27th December 2023
You could not make it up. The King George VI Chase has seen all sorts of drama but never anything quite as eventful or inspirational as Hewick’s victory this Boxing Day.
There was excitement right from the start, or rather before it with “would he, won’t he” around Shishkin being settled with only slight reluctance as Nico De Boinville sent him off alongside the rail and, much to most watchers’ surprise, soon right up close to the leader Frodon.
It was noticeable that De Boinville was constantly urging to make sure Shishkin remained interested and the former 2mile star repaid him with a series of magnificent leaps even a match for the ever-excellent Frodon.
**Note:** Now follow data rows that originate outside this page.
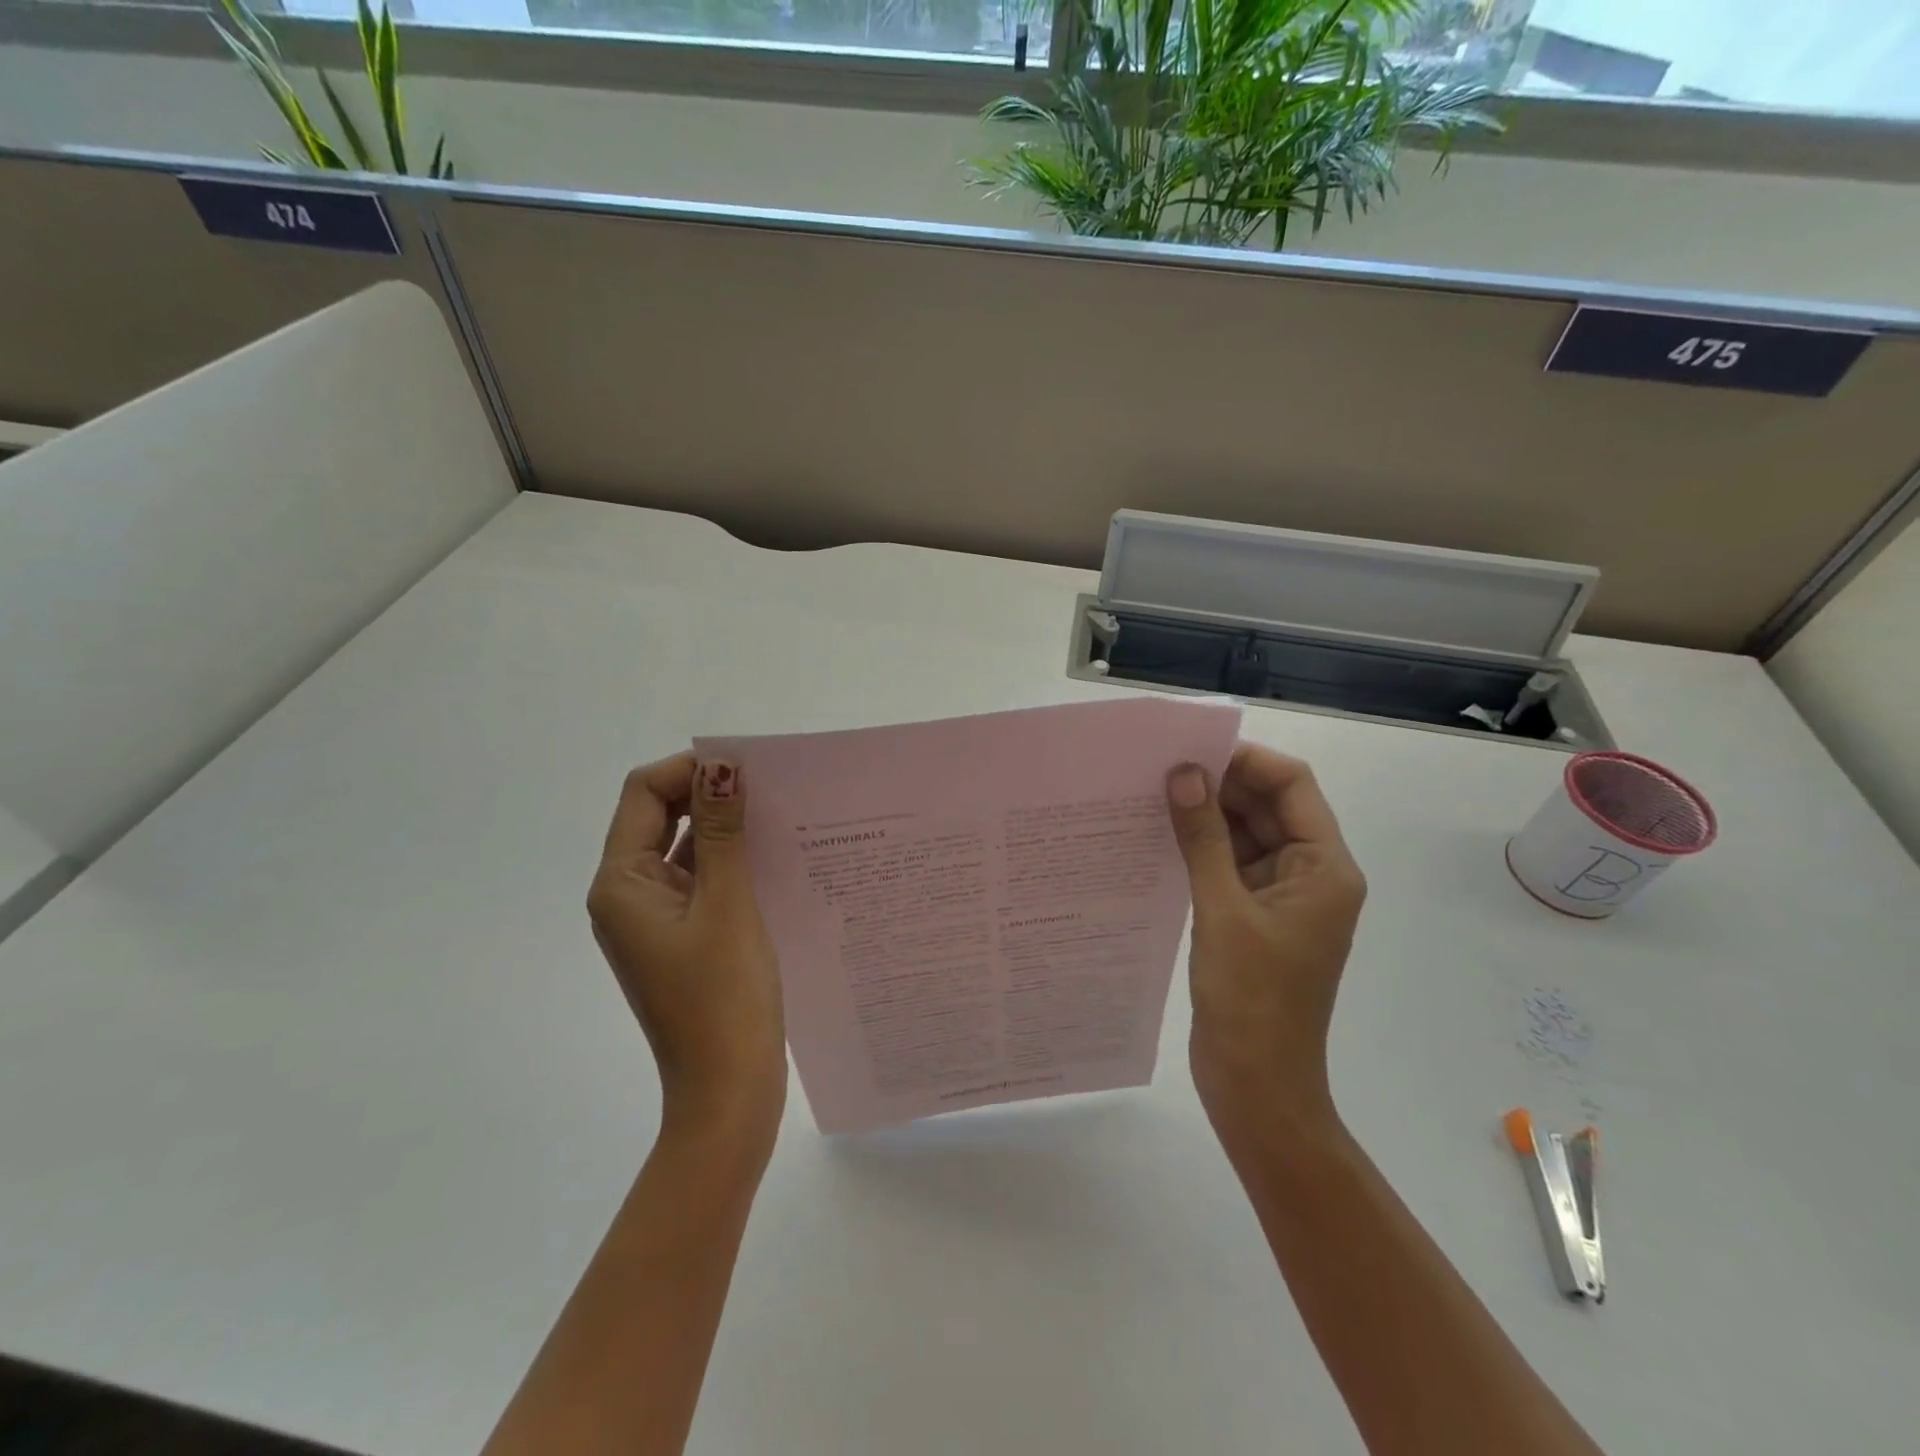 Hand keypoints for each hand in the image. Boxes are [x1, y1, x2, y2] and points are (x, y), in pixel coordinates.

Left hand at [587, 754, 785, 1144]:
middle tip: (771, 788)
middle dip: (708, 794)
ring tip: (781, 815)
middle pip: (660, 817)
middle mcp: (628, 895)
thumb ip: (720, 831)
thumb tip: (721, 765)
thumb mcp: (727, 904)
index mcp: (621, 884)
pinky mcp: (682, 936)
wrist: (727, 1092)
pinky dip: (731, 862)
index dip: (690, 769)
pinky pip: (701, 881)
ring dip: (724, 828)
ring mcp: (655, 918)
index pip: (644, 794)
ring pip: (684, 849)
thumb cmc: (724, 997)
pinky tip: (776, 857)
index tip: (748, 768)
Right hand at [1166, 744, 1366, 1138]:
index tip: (1191, 751)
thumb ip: (1203, 838)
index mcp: (1324, 868)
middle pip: (1268, 807)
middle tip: (1159, 769)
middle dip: (1220, 785)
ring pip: (1245, 835)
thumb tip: (1184, 773)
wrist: (1257, 1086)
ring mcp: (1280, 898)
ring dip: (1206, 817)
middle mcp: (1309, 874)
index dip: (1246, 761)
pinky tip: (1158, 838)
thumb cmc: (1252, 999)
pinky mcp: (1253, 918)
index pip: (1293, 786)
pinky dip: (1199, 849)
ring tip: (1151, 796)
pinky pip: (1229, 866)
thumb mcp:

Allaho and Bravemansgame cruised behind him with the usual trail-blazing The Real Whacker in fifth and little Hewick already struggling so badly that Gavin Sheehan said afterwards “if it hadn’t been the King George, I would have pulled him up.”
The back straight at Kempton with good horses winging is a great spectacle as much for what it promises as for what It is.. Up front Frodon and Shishkin flew fence after fence with Allaho and Bravemansgame moving ominously behind them, and Hewick a vain struggler 10 lengths adrift. The big moves were about to come.
Frodon, predictably, was the first to weaken, his glories now history. Shishkin led round the turn but De Boinville was the busiest and the eyes strained to see which of Allaho or Bravemansgame would have the power.
The pace had quickened ferociously to give a sub 13 second furlong on the turn. Another great jump by Shishkin at the third last had kept his pursuers on the stretch so that at the next the errant starter was set for a great redemption.
With a perfect leap Shishkin landed a full length clear of his now toiling rivals but in the next stride after landing his right foreleg hit his left and the consequent violent stumble unshipped the normally prehensile De Boinville. Both Allaho and Bravemansgame lost momenetum in the melee but going to the last the race was clearly between them. Or was it?
Because coming up the outside were the green silks of Sheehan on Hewick, no longer a case of hopeless industry but a dervish with a little dream-destroyer beneath him. Allaho and Bravemansgame came away from the fence in front but they were staggering. Hewick skipped over five lengths behind them but he was the only one galloping. He cut past in the last 100 metres to have one and half lengths over Bravemansgame at the line.
It was a drama to restore the faith that nothing is impossible. De Boinville and Shishkin live to fight another day. “I am very proud of him,” said he rider, adding wryly, “racing can be cruel but wonderful at the same time.” Wonderful in practically every way for Hewick’s trainer, the giant former cattle dealer John “Shark” Hanlon who bought Hewick for £800 as a 2yo (Shishkin cost £170,000 as a 4yo) and has now won big races with him in England, Ireland and America.
“I honestly thought the game was up but he has such heart,” said his trainer nicknamed from his monster size in the Kilkenny U-14s hurling team and who is a welcome dose of uninhibited exuberance in our ever more restricted world. He and his team spent the night in the stable staff lodgings and at the presentation he seized the champagne and sprayed it Formula I style with a great roar “we will see you at Cheltenham”
It had already been a day to sup full of wonder. Both the French horse Il Est Francais performance in the Kauto Star Novices Chase and Constiution Hill’s devastating display in the Christmas Hurdle were individual sights to take top-flight in any memory.
Il Est Francais had never run over British obstacles but he just took the breath away. I can’t remember ever being as taken with an opening display by a chaser except perhaps by that of Arkle first time at Cheltenham ,but that was in November 1962.
The French horse did make one mistake down the far side but corrected it with a quite freakish leap at the next. Hermes Allen was a good hurdler and made a hugely promising start over fences but Il Est Francais toyed with him as part of Harry Cobden and Paul Nicholls day of going through the card – second in every race.
Could Constitution follow that. Of course he could. Rubaud (another Cobden-Nicholls runner) is a good horse and at the second last he tried to make a race of it. Then De Boinville asked and Constitution answered. Eight races unbeaten, the last seven at Grade 1, watching him is like following a top heavyweight without the worry of concussing the opponent. It’s a knock-out every time. Rubuad was officially beaten 9 lengths. It could have been 90.
After those two truly amazing performances, it seemed the King George VI was heading for an ante-climax, unless. Unless something astonishing happened. Then it did.